En los climas ardientes como el del Caribe el calor, sumado a la humedad, pueden ser desesperantes y en muchos casos la única salvación contra su ardor y ahogo es la sombra.
Los patios de las casas pueblerinas y campesinas del Caribe colombiano ya son legendarios: son el sitio de reunión y suele estar allí un ranchón con un fogón elevado, usualmente llamado “hornilla”, que funciona con carbón o con leña, sin que eso impida que haya otro en el piso, aunque sea móvil y conste de tres o cuatro piedras entre las cuales se mete la leña y sobre las que se pone la olla, casi siempre de sancocho o para hacer un lote de bollos de mazorca en la época en que el maíz está verde.
Y mientras las viandas se cuecen, los taburetes se recostarán a los horcones del rancho, ya convertido simultáneamente en cocina y en sala de recibo. La cocina suele estar “en canillas”, es decir, sobre horcones desnudos y sin paredes, por lo que será mucho más fresca que la casa aunque esta también tenga techo de palma, y con mucha más razón si lo tiene de láminas de zinc o de asbestos.
Y si el humo y el calor molestan en la cocina pajiza, los taburetes pasarán a la sombra de los árboles del patio, preferiblemente uno de mango, o se correrán a la pared de la casa bajo el alar opuesto al resplandor del sol.
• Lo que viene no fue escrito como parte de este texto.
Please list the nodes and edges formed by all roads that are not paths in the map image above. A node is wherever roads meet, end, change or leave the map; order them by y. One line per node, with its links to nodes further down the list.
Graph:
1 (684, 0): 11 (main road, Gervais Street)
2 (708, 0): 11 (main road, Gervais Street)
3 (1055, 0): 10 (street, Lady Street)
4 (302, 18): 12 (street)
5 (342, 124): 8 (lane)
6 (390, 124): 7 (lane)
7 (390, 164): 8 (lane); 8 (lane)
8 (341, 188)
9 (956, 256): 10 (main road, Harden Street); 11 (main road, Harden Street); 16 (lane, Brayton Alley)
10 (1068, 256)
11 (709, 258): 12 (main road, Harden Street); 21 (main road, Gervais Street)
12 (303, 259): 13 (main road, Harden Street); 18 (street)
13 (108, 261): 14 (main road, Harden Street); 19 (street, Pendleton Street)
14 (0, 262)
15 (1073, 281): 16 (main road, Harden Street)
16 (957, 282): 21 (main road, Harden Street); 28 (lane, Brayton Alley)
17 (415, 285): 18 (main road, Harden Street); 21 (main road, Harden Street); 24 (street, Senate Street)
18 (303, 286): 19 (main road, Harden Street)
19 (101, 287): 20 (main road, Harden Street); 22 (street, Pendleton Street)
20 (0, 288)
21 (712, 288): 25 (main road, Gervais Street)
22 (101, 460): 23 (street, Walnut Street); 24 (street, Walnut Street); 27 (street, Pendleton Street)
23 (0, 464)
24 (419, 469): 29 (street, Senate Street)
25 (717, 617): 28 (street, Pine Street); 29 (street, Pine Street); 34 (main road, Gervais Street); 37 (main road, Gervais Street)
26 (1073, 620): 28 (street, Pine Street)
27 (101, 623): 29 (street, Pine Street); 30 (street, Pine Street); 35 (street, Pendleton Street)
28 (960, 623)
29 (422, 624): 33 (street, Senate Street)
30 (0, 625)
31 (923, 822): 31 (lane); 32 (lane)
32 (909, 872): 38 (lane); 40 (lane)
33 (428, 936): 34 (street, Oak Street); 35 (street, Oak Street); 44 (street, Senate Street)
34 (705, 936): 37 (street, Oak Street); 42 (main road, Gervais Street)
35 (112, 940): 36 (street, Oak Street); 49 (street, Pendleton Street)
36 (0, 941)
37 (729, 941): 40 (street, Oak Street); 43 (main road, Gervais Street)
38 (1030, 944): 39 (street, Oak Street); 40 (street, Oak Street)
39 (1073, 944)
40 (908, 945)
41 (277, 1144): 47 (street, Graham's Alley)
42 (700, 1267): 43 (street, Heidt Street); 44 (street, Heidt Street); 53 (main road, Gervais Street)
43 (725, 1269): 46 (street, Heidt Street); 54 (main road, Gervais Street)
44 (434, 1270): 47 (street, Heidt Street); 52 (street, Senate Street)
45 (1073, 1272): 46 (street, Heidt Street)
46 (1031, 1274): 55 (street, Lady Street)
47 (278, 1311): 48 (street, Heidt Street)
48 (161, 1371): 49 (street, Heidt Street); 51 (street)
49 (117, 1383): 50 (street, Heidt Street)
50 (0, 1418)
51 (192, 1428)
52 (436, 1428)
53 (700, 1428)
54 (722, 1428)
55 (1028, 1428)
Los patios ocupan un lugar importante en la literatura del Caribe colombiano en casi todos sus autores, incluyendo a Rojas Erazo y al propio García Márquez, y tampoco escapa a la obra de Cristo García Tapia, prosa o poesía, en la que el “patio de mamá” es en realidad el corazón del autor, quizá el origen de sus recuerdos y el refugio de sus melancolías.
En las ciudades los automóviles se aparcarán en el lado fresco de la calle, y en el campo los caballos y burros se amarrarán bajo una sombra para que no ardan sus monturas, aunque de unos años para acá la cabalgadura preferida sea una motocicleta, a la que tampoco se le dejará calentar el asiento.
Y en las calles de la ciudad la gente escoge para caminar la acera con sombra y desecha a la que le pega el sol.
El paradigma de la sombra está arraigado en el alma del ser caribe, pero con la incongruencia de que sembrar árboles no está en su ADN y crear la penumbra de hojas casi siempre está delegado en un tercero, desconocido o no, que tendrá la generosidad para hacerlo. También es una incongruencia amar la sombra y no cuidar los árboles que la dan, especialmente si tienen el infortunio de estar en el espacio público o peor, si tienen alguna fruta, cuando romper sus ramas se considerará normal, y más si el árbol es ajeno.
El paradigma de la sombra tiene un lado más oscuro, y es que atenta contra la movilidad urbana. Si hay una sombra varios metros antes de un semáforo, los conductores esperarán allí el cambio de luz, sin importar el trancón que arman. Cosa igual hacen los enjambres de motociclistas.
Ahora que el sector privado adoptará parques en convenio con el Distrito, el paradigma caribe de la sombra debería tener más patrocinadores, y también muchos más beneficiarios.